Video Human Action Recognition

Action recognition is a fundamental task in video analysis. Its objective is to determine the actions being performed by people in a given video. We provide the functionality to perform video action recognition in GluonCV. You’ll find examples of all the components used in complete applications, which include: model definitions, training scripts, loss and metric functions. We also include some pre-trained models and tutorials for bootstrapping your applications. Check out the sample video below, that’s labelled with example predictions.

The following table summarizes our pre-trained video action recognition models on UCF101 and Kinetics400 dataset with state-of-the-art performance. More state-of-the-art models (I3D, SlowFast, etc.) are coming in the next release. Please stay tuned for our future updates.

MobileNetV3 Models for Classification

MobileNetV3 is a new efficient neural network architecture tuned for mobile CPUs. It’s optimized through a combination of hardware-aware network architecture search (complemented by the NetAdapt algorithm) and then subsequently improved through novel architecture advances. It is 2x faster and more accurate than its predecessor, MobileNetV2. We include both MobileNetV3-Large and MobileNetV3-Small in this release. They are targeted for high and low resource use cases respectively. As far as we are aware, it is the first open-source implementation that reproduces the accuracy in the original paper.

Quantized Models for Segmentation

We continue to collaborate closely with Intel on adding more INT8 models in GluonCV. Powered by Intel Deep Learning Boost (VNNI), INT8-quantized models in GluonCV can achieve significant speedup over their 32bit floating-point counterparts.

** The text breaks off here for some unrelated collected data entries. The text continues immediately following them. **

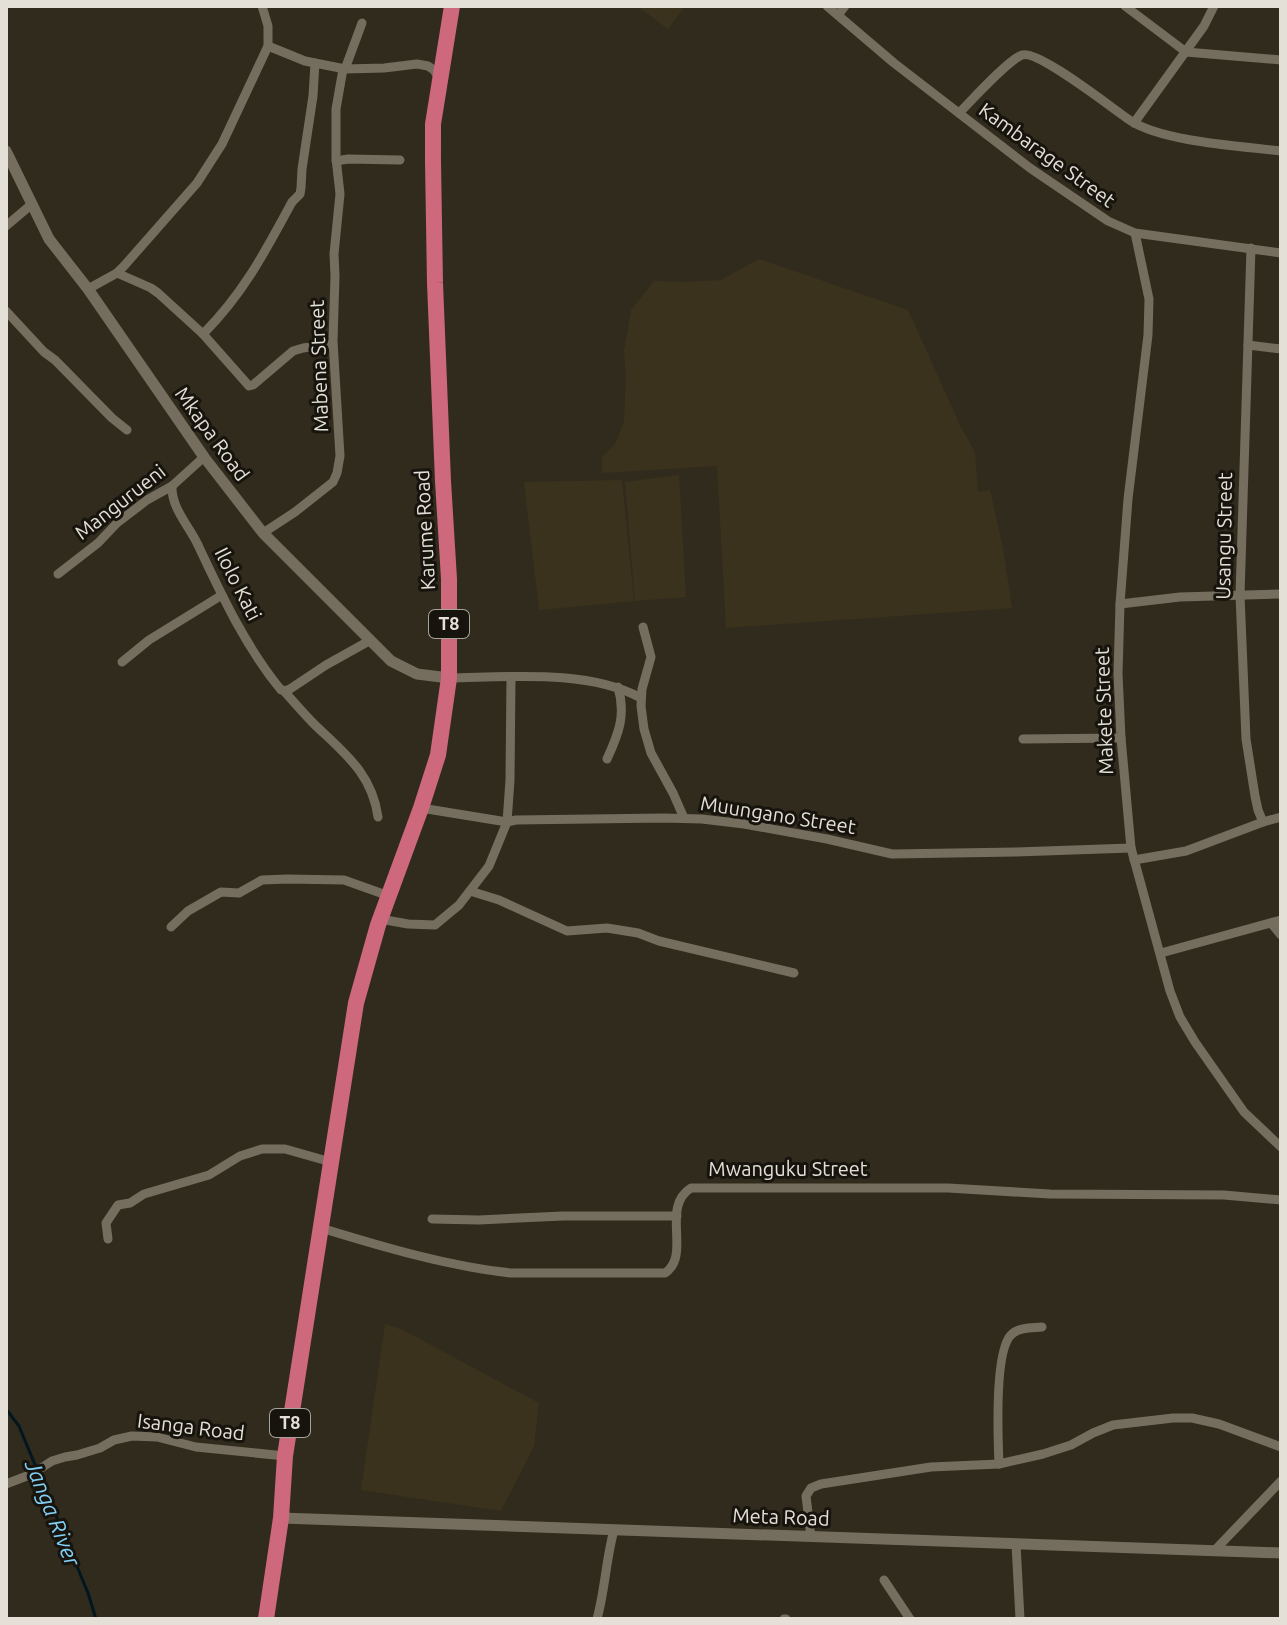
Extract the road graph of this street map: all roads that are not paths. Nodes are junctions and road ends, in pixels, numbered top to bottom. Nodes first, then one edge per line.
1 (452, 6) edge
2 (827, 6) edge
3 (845, 6) edge
4 (1125, 6) edge
5 (1214, 6) edge
6 (263, 7) edge
7 (838, 15) junction
8 (362, 23) dead end
9 (268, 46) junction
10 (1186, 52) junction
11 (1281, 60) edge
12 (315, 63) junction
13 (344, 69) junction
14 (441, 81) junction
15 (959, 113) junction
16 (1134, 123) junction
17 (6, 151) edge
18 (1281, 151) edge
19 (336, 160) junction
20 (400, 160) dead end
21 (32, 204) junction
22 (6, 226) edge
23 (1135, 233) junction
24 (1251, 248) junction
25 (1281, 253) edge
26 (117, 273) junction
27 (88, 289) junction
28 (6, 311) edge
29 (203, 334) junction
30 (333, 344) junction
31 (1248, 345) junction
32 (1281, 349) edge
33 (127, 430) dead end
34 (204, 457) junction
35 (172, 486) junction
36 (263, 533) junction
37 (58, 574) dead end
38 (1281, 594) edge
39 (222, 595) junction
40 (1240, 595) junction
41 (1120, 604) junction
42 (643, 627) dead end
43 (369, 641) junction
44 (122, 662) dead end
45 (511, 677) junction
46 (449, 678) junction
47 (618, 687) junction
48 (284, 691) junction
49 (641, 698) junction
50 (1121, 738) junction
51 (1023, 739) dead end
52 (607, 759) dead end
53 (421, 808) junction
54 (378, 817) dead end
55 (1281, 817) edge
56 (684, 818) junction
57 (507, 822) junction
58 (1263, 822) junction
59 (1131, 848) junction
60 (1134, 860) junction
61 (470, 891) junction
62 (389, 896) junction
63 (380, 919) junction
64 (1276, 921) edge
65 (171, 927) dead end
66 (1281, 935) edge
67 (1161, 953) junction
68 (794, 973) dead end
69 (1281, 1147) edge
70 (331, 1162) junction
71 (1281, 1200) edge
72 (677, 1216) junction
73 (432, 1219) dead end
74 (321, 1228) junction
75 (108, 1239) dead end
76 (1042, 1327) dead end
77 (1281, 1447) edge
78 (285, 1456) junction
79 (999, 1464) junction
80 (1281, 1481) edge
81 (6, 1484) edge
82 (281, 1518) junction
83 (614, 1530) junction
84 (811, 1537) junction
85 (1016, 1544) junction
86 (1215, 1550) junction
87 (1281, 1553) edge
88 (884, 1580) dead end
89 (266, 1619) edge
90 (597, 1619) edge
91 (910, 1619) edge
92 (1020, 1619) edge

1 - 14 highway, Karume Road / T8
2 - 7 street, Kambarage Street
3 - 7 street
4 - 10 street
5 - 10 street
6 - 9 street
7 - 15 street, Kambarage Street
8 - 13 street, Mabena Street
9 - 12 street
9 - 26 street
10 - 11 street
10 - 16 street
12 - 13 street
12 - 29 street
13 - 14 street
13 - 19 street, Mabena Street
14 - 46 highway, Karume Road / T8
15 - 16 street
15 - 23 street, Kambarage Street
16 - 18 street
17 - 21 street, Mkapa Road
19 - 20 street
19 - 30 street, Mabena Street
21 - 22 street
21 - 27 street, Mkapa Road
23 - 24 street, Kambarage Street
23 - 41 street, Makete Street
24 - 25 street, Kambarage Street
24 - 31 street, Usangu Street
26 - 27 street
26 - 29 street
27 - 34 street, Mkapa Road
28 - 33 street
29 - 30 street
30 - 36 street, Mabena Street
31 - 32 street
31 - 40 street, Usangu Street
34 - 35 street, Mangurueni
34 - 36 street, Mkapa Road
35 - 37 street, Mangurueni
35 - 39 street, Ilolo Kati
36 - 43 street, Mkapa Road
38 - 40 street
39 - 44 street
39 - 48 street, Ilolo Kati
40 - 41 street
40 - 58 street, Usangu Street
41 - 50 street, Makete Street
42 - 49 street
43 - 46 street, Mkapa Road
43 - 48 street
45 - 46 street
45 - 47 street
45 - 57 street
46 - 53 highway, Karume Road / T8
47 - 49 street
47 - 52 street
48 - 54 street, Ilolo Kati
49 - 56 street
50 - 51 street
50 - 59 street, Makete Street
53 - 57 street, Muungano Street
53 - 62 highway, Karume Road / T8
55 - 58 street
56 - 57 street, Muungano Street
56 - 59 street, Muungano Street
57 - 61 street
58 - 60 street
59 - 60 street, Makete Street
60 - 67 street, Makete Street
61 - 63 street
61 - 68 street
62 - 63 highway, Karume Road / T8
62 - 65 street
63 - 70 highway, Karume Road / T8
64 - 66 street
64 - 67 street
67 - 69 street, Makete Street
70 - 74 highway, Karume Road / T8
70 - 75 street
71 - 72 street, Mwanguku Street
72 - 73 street
72 - 74 street
74 - 78 highway, T8
76 - 79 street
77 - 79 street
78 - 81 street, Isanga Road
78 - 82 highway, T8
79 - 84 street
80 - 86 street
82 - 83 street, Meta Road
82 - 89 highway, T8
83 - 84 street, Meta Road
83 - 90 street
84 - 85 street, Meta Road
85 - 86 street, Meta Road
85 - 92 street
86 - 87 street, Meta Road
88 - 91 street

The following performance results were benchmarked on AWS EC2 C5.12xlarge instance with 24 physical cores. Note that you will need the latest nightly build version of MXNet to properly use these new features.

The following table summarizes new quantized models for semantic segmentation in this release. For segmentation models, the accuracy metric is pixel accuracy (PixAcc). Usage of INT8-quantized models is identical to standard GluonCV models, simply add the suffix _int8 to the names of the models and your need for speed is satisfied!

We also delivered a calibration tool for users to quantize their models to INT8 on their own dataset. Currently, the calibration tool only supports hybridized gluon models. Users could quantize their own gluon hybridized model by using quantize_net API.

AlphaPose for pose estimation

AlphaPose is an accurate multi-person pose estimator developed by SJTU, which is the first real-time open-source model that achieves 70+ mAP (72.3 mAP) on the COCO dataset and 80+ mAP (82.1 mAP) on MPII dataset. We reproduced AlphaPose and included it in this release.

VPLR for Semantic Segmentation

We ported Improving Semantic Segmentation via Video Propagation and Label Relaxation to GluonCV. This method achieves state-of-the-art performances on three driving semantic segmentation benchmarks (Cityscapes, CamVid and KITTI).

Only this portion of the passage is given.